*** Dataset records

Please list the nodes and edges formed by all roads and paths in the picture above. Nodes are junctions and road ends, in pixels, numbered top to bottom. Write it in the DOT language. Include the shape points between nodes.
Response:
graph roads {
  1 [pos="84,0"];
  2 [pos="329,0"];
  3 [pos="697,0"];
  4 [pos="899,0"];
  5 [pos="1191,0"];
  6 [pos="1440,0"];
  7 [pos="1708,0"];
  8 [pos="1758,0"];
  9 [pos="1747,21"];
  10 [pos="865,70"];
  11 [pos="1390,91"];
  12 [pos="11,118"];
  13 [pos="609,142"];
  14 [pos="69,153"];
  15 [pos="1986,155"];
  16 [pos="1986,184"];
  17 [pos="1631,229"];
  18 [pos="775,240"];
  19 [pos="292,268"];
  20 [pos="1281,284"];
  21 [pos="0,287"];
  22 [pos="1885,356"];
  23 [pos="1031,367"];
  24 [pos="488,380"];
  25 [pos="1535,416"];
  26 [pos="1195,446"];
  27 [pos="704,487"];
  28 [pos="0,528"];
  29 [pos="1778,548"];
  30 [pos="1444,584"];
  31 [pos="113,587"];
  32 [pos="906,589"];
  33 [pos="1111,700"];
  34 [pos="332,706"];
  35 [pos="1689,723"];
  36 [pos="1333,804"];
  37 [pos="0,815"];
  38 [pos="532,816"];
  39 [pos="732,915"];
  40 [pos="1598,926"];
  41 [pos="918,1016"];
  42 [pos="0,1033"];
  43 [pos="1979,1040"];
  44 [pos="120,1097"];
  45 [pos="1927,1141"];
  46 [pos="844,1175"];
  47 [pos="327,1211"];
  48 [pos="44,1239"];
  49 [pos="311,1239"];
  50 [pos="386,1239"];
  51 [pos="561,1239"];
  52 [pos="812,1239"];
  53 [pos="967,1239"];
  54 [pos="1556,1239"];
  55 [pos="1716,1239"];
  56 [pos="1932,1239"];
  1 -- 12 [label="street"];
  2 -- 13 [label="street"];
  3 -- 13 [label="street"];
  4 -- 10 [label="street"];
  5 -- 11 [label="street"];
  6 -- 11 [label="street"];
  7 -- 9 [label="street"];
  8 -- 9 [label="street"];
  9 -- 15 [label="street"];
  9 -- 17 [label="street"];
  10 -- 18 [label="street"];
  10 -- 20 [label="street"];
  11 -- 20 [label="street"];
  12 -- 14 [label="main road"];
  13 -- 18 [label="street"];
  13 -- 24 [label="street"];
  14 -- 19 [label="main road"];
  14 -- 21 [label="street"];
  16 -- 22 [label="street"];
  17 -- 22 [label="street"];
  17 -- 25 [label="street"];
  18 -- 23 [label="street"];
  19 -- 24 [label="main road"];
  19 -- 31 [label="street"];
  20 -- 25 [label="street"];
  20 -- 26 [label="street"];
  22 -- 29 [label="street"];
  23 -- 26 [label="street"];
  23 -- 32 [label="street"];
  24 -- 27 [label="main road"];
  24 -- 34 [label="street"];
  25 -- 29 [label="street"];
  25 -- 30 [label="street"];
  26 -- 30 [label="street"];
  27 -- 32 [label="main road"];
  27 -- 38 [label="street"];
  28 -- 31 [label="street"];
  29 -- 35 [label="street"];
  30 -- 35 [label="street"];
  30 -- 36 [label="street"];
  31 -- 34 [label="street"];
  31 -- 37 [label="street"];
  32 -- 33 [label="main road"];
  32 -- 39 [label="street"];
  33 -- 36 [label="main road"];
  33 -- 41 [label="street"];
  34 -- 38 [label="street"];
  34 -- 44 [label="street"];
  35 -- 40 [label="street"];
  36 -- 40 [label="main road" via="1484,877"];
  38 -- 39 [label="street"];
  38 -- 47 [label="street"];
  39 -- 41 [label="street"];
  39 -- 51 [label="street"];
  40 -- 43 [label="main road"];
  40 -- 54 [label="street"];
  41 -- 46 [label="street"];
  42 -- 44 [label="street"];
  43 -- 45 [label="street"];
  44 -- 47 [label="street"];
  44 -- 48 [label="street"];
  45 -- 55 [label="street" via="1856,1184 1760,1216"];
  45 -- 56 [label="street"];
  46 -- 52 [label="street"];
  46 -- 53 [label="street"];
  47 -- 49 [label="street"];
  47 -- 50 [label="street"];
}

******

Each line holding the string "main" counts once. Work out the number of such lines in the data and give only that.

9